Thirty-five years ago, my wife, Joan, authored a paper for an art history course in which she contrasted the Buddhist sense of nothingness, the Void that is the All, with the Western existential dread of annihilation, the nihilistic void.  These two kinds of void strongly influenced the art produced by Asian artists, epitomized in the serene gardens of Kyoto, and that of Western artists affirming themselves with visceral force in the paintings of the abstract expressionists.

I later used Joan’s concept of two kinds of void in developing a positive psychology of intuition and spirit in contrast to existing dynamic psychologies based on conflict, repression and pathology.  The paradigm I propose in The Two Tiers of Consciousness: A Physiological Paradigm provides a substrate for understanding the two kinds of void.  The physical core of experience established at the first tier of consciousness is continuous, undifferentiated and unvoiced.  It is the source of the plurabilities (see Of Two Minds #10) that we articulate as we differentiate the entities and events we create at the verbal-symbolic tier.  The continuous physical core is the basis for our experience of the infinite void, the Void that is the All, and it is the ground from which we recognize a potentially unlimited array of plurabilities.

As we identify features within the undifferentiated core and recognize entities and events at the verbal-symbolic tier of consciousness, we define a world in accordance with our own assumptions.  The world that we create remains vulnerable to questioning, criticism and disproof.  This world, without its grounding in the physical core, is little more than a fragile façade that staves off an ever-threatening possibility of annihilation.  This is the threat experienced by the existentialists, a loss of meaning and control in the face of the nihilistic void.
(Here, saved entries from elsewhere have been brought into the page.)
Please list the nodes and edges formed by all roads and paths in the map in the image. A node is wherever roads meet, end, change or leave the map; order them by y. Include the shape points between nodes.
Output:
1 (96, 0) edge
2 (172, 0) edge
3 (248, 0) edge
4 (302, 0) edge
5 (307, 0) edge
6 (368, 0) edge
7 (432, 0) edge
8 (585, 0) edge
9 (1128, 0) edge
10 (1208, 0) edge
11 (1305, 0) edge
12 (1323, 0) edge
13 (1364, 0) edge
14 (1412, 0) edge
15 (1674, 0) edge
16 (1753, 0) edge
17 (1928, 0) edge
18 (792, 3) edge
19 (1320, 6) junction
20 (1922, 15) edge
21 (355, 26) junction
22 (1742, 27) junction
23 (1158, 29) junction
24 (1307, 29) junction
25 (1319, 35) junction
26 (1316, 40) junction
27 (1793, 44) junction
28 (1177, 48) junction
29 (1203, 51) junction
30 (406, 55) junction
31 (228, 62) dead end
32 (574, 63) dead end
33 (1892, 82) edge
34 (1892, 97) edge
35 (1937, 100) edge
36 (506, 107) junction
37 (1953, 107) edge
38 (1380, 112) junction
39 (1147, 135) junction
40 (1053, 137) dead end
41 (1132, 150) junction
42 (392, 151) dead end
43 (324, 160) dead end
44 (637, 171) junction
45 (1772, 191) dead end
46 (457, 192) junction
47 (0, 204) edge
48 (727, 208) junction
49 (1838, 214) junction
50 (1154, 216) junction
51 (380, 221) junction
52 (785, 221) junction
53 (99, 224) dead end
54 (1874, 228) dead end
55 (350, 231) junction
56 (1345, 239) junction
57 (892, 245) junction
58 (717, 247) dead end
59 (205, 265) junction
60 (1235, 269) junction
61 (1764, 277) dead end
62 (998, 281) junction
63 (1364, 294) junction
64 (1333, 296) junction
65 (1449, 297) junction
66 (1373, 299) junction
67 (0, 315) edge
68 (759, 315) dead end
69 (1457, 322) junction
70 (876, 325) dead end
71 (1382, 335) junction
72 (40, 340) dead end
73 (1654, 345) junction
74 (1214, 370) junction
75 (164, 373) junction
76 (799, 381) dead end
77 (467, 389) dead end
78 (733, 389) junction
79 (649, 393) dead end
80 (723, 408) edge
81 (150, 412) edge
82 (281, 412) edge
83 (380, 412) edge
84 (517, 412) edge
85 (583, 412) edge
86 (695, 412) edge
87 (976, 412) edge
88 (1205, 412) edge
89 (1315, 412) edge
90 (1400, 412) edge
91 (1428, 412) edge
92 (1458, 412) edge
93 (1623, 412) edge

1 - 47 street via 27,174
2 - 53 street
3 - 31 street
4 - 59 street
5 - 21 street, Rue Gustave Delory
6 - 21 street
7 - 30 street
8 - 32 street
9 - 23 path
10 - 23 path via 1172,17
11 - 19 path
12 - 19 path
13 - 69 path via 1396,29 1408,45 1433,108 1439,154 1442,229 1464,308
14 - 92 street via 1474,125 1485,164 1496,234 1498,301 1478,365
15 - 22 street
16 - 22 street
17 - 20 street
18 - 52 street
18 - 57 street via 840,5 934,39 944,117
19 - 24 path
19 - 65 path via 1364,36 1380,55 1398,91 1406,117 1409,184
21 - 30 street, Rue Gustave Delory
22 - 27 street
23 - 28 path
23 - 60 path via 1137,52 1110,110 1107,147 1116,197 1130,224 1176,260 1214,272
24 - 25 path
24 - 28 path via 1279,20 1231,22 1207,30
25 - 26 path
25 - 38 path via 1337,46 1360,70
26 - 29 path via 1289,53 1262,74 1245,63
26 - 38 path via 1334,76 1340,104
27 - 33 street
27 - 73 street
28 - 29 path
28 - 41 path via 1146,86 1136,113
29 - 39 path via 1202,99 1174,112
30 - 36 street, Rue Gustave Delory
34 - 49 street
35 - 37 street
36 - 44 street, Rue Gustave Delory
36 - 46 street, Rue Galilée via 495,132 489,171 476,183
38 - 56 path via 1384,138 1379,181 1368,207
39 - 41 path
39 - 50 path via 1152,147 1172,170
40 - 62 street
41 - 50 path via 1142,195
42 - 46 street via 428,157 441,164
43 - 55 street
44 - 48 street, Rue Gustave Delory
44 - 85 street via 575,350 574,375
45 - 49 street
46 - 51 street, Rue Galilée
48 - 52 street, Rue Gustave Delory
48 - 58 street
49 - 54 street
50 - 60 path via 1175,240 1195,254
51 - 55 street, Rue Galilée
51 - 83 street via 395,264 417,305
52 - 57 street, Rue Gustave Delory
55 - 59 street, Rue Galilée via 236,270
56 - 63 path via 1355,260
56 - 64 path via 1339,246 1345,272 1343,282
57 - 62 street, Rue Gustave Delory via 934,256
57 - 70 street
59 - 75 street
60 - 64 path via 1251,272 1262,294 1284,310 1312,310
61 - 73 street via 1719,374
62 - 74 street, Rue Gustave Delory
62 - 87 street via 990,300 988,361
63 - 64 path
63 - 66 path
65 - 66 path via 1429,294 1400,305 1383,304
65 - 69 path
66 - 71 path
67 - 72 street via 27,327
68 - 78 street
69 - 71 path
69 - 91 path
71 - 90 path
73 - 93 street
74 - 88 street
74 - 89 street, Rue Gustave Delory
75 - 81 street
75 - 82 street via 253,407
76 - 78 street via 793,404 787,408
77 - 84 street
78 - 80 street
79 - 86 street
The nihilistic void is experienced as a threat when the verbal-symbolic tier of consciousness that we create is abstracted away from its grounding in the physical core.  If we question conscious expressions that are only remotely tied to their core grounding, we can become lost, uncertain, frightened and perhaps even experience nausea.  The verbal-symbolic version of the world we create in accordance with our own assumptions gives only the illusion of control. 

The realities we encounter at the first tier of consciousness are continuous, unvoiced and undifferentiated.  The grounding we establish at the first tier is the generative source for all of the possible worlds we could construct from the realities we encounter, plurabilities we find useful and differentiate into entities and events.  A seemingly unlimited number of potential worlds can be developed from this undifferentiated source.  Our dependence on the reality of the specific version we create leaves us vulnerable. 

Any version of the world we articulate at the verbal-symbolic tier stands as a house of cards.  The world we know is constructed more or less soundly on our undifferentiated core of experience, but if the world we create becomes our only reality, we remain at risk.  Each challenge to the entities and events we have assembled threatens the world we have constructed with annihilation.  We maintain our grounding at the physical core by acknowledging that the world we know is transient, one of many possible ways of representing reality.

The world of entities and events we create at the verbal-symbolic tier is not an illusion, but it represents only one version of an underlying reality.  It rests upon the continuous physical core at the first-tier, void of form, for its ultimate grounding.  These two kinds of void, empty and full, inform our sense of being in the world and impact the choices we make in our lives.  The artistic sensibilities and creations Joan described in her art history paper powerfully illustrate these differences.